Frances Crane (1869-1958) was the daughter of Richard Teller Crane, a Chicago capitalist and manufacturer who created a huge national business empire built on metal and ceramic products such as lightning rods, railroad equipment, valves, and plumbing fixtures. His great fortune catapulted his family into the city's upper echelons and made his daughter Frances Crane a wealthy woman. Frances's political radicalism and her unorthodox religious beliefs, however, embarrassed her father and made her the black sheep of the family. Her participation in the International Ladies' Garment Workers Union strike of 1915 outraged the other Cranes (with the exception of her older brother Charles), as did her adoption of a mystical Catholicism, tinged later in life with elements of Zen Buddhism.
However embarrassing her family found such behavior, it proved attractive to Frank Lillie (1870-1947), a student of Charles O. Whitman, the eminent University of Chicago zoologist and director of the Marine Biology Laboratory at Woods Hole, Massachusetts. In 1896, Frank Lillie and Frances Crane were married. After initial academic appointments at the University of Michigan and Vassar, the Lillies moved to Chicago in 1900 when Frank was offered an assistant professor position in the Department of Zoology. When Whitman died in 1910, his protégé Lillie replaced him as chair of the department, a position that he held until he was appointed the first Dean of the Division of Biological Sciences in 1931.
Frank and Frances Lillie divided their gifts along the fault line of their personal priorities—Frank supported scientific research on campus, while Frances's gifts to the University typically went to the Library. When asked by Library officials if she knew anyone who would buy a collection of books relating to English religious history for the Library, Mrs. Lillie gladly donated the necessary funds. Continuing an interest begun during the Harper administration, her older brother Charles Crane also made numerous contributions to the University, with the bulk of his donations designated for programs in Russian and Slavic studies.

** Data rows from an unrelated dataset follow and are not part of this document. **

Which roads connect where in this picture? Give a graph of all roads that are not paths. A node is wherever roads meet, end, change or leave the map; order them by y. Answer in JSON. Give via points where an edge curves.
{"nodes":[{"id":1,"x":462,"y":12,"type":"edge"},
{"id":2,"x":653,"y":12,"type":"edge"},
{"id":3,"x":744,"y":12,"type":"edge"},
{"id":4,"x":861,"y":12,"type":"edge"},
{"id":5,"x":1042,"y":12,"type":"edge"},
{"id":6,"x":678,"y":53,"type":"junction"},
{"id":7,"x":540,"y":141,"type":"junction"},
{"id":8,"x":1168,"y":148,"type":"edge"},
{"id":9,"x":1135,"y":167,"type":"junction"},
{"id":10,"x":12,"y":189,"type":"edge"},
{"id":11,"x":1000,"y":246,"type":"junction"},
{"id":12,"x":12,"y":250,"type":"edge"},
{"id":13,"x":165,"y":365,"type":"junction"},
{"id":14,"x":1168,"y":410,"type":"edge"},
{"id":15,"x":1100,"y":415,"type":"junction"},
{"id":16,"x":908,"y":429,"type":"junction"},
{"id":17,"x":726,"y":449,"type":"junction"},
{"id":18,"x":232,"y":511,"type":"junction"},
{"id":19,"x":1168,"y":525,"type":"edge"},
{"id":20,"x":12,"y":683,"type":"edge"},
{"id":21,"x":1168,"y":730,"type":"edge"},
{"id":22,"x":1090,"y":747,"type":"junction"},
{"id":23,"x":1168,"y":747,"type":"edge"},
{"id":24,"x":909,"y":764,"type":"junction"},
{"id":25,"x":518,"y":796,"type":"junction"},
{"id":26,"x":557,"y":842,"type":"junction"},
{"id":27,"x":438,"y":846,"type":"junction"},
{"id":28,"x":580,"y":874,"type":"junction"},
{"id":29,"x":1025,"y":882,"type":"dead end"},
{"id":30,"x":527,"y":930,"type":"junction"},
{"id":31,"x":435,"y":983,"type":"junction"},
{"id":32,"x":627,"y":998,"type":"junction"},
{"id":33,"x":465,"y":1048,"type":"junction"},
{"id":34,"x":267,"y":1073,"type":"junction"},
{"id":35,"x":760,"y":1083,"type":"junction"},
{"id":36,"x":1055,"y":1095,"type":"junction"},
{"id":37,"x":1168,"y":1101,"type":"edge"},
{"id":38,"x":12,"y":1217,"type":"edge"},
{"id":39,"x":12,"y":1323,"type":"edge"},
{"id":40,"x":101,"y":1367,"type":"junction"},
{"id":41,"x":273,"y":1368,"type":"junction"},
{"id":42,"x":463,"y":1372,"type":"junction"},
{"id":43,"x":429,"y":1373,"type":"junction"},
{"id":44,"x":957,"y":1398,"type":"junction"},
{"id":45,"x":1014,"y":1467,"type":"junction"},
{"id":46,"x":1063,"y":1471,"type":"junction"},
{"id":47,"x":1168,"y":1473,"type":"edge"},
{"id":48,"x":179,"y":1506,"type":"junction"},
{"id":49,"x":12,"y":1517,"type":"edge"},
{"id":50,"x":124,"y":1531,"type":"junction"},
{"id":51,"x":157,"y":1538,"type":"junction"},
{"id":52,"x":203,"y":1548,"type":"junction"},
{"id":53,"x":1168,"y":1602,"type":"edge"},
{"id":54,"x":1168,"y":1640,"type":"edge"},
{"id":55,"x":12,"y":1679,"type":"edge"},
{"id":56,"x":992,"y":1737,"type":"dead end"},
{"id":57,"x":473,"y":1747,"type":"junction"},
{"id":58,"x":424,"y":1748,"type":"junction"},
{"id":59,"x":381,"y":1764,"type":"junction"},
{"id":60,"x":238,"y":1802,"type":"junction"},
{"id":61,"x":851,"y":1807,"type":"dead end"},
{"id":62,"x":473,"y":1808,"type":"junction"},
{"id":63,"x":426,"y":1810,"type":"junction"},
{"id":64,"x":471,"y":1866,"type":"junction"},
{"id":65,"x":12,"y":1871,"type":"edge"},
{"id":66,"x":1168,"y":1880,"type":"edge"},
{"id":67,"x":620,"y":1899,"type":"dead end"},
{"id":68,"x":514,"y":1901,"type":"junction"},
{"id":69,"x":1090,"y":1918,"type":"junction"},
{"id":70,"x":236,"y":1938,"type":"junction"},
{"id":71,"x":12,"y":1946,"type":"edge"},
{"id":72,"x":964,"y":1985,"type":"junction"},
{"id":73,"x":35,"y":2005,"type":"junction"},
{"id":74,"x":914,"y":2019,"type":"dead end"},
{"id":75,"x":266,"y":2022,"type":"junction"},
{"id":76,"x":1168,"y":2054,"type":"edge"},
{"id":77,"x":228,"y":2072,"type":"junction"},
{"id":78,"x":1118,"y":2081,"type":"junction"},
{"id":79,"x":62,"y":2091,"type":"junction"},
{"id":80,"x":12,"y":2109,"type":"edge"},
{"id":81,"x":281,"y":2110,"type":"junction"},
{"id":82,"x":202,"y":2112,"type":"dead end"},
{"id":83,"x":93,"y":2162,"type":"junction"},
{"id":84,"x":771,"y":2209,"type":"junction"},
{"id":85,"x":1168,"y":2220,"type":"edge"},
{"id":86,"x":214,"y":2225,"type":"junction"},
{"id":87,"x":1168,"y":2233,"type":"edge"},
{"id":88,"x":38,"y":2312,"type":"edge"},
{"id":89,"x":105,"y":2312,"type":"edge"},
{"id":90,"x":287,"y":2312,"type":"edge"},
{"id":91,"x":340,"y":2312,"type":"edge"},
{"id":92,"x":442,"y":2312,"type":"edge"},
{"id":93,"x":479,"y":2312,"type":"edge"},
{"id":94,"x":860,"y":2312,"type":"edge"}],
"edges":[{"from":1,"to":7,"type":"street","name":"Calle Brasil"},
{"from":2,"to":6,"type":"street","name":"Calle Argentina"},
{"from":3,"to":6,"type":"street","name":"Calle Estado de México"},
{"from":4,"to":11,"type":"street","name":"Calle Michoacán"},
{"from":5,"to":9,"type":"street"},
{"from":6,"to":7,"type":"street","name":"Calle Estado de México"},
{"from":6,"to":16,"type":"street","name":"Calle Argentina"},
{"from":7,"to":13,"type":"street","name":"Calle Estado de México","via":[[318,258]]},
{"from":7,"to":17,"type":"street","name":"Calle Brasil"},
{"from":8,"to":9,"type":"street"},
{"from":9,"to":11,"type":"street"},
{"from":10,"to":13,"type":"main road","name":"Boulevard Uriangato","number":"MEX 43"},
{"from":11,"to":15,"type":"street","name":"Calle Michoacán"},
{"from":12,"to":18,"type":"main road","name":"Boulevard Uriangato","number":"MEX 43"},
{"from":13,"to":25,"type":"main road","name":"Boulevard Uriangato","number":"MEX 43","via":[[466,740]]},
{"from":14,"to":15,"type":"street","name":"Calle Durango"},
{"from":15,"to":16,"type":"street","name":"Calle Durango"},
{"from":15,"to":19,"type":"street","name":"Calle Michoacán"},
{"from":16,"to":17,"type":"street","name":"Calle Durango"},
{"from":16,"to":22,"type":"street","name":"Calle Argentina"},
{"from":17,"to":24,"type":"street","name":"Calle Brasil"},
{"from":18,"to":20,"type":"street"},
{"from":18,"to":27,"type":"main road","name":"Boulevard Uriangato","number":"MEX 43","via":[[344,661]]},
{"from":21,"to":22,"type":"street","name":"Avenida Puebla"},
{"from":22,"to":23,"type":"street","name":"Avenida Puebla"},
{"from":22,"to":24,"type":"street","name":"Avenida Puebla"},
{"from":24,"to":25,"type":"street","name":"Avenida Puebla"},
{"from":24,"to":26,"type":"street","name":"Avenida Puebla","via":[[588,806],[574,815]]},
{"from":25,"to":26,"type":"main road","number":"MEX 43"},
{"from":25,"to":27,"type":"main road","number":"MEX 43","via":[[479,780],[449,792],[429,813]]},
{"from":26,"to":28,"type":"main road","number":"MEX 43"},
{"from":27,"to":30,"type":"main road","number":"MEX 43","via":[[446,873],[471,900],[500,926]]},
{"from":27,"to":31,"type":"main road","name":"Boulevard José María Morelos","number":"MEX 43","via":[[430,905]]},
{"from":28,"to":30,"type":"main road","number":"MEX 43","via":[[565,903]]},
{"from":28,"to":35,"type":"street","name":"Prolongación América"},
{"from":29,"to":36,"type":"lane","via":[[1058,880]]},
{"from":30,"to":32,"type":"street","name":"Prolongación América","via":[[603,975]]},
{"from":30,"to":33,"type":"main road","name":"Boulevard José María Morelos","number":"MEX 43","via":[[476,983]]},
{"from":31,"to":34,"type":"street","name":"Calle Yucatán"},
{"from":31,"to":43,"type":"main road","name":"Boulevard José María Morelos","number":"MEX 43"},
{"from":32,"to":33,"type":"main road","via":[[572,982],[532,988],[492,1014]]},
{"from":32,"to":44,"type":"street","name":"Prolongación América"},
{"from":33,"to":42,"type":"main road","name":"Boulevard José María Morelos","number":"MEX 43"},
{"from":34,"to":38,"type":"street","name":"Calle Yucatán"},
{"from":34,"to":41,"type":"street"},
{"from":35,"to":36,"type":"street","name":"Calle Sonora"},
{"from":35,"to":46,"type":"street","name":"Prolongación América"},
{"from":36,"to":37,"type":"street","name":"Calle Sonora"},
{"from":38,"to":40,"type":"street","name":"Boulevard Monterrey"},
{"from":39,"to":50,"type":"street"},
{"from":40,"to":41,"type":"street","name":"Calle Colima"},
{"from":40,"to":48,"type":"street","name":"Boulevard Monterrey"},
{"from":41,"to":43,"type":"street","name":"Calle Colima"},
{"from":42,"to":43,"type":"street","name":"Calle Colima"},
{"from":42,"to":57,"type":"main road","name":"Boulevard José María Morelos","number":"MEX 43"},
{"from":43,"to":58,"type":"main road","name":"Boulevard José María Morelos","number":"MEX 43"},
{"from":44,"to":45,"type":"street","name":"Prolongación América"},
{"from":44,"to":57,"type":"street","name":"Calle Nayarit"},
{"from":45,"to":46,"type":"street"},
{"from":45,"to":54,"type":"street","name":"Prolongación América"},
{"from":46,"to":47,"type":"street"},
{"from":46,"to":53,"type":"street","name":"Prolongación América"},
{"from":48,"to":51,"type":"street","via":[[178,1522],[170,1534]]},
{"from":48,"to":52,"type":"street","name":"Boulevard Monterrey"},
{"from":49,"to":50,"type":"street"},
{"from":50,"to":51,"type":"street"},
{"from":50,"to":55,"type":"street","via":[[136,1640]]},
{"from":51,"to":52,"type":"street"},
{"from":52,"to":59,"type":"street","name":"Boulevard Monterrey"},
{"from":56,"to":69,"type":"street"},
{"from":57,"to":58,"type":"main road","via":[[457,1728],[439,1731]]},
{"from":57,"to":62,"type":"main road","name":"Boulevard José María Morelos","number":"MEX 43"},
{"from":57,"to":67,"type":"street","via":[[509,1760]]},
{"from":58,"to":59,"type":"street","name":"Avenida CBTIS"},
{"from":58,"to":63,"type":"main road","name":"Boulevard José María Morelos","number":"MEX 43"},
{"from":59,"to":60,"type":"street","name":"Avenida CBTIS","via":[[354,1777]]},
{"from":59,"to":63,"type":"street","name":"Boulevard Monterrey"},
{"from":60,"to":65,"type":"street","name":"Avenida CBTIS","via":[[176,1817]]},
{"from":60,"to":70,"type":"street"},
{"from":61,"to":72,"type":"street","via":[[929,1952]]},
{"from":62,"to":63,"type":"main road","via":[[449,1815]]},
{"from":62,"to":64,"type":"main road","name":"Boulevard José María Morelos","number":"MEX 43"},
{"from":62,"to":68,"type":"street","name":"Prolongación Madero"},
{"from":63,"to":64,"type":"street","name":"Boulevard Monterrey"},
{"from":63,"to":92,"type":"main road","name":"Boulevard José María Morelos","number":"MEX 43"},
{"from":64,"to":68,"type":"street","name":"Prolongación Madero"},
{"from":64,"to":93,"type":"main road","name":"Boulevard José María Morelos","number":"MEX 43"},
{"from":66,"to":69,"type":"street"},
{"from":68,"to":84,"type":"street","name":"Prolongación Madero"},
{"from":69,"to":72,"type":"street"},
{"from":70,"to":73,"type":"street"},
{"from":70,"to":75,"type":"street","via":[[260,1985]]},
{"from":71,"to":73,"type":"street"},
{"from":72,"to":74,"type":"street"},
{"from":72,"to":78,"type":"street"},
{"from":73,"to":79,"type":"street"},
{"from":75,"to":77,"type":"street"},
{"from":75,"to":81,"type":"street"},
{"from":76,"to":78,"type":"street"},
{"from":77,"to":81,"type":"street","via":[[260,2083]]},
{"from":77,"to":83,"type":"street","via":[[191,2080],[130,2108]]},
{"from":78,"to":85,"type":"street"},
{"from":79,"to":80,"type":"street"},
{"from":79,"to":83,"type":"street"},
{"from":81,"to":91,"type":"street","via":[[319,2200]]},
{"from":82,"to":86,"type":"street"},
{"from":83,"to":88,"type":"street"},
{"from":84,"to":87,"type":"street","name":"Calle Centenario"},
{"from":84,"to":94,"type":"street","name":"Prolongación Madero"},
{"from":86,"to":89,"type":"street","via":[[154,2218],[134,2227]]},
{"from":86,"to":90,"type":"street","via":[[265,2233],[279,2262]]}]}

As Chairman of the Department of Zoology, Frank R. Lillie was responsible for the couple's most conspicuous donation to the University of Chicago, the construction of the Whitman Laboratory of Experimental Biology. According to a budgetary analysis done in 1925, the Lillies' initial donation of $60,000 in 1924 was insufficient to meet the full costs. Undeterred, the couple added more than $30,000 to their pledge, $4,000 of which went toward equipping the building. To this very substantial gift, the Lillies then added others. Beginning in 1907, they contributed funds for research trips and projects of faculty colleagues. Their final gift to the University, presented by Mrs. Lillie in 1938, was Crane and Company stock worth $10,000 to be used as the basis of an endowment in support of a cooperative nursery on campus.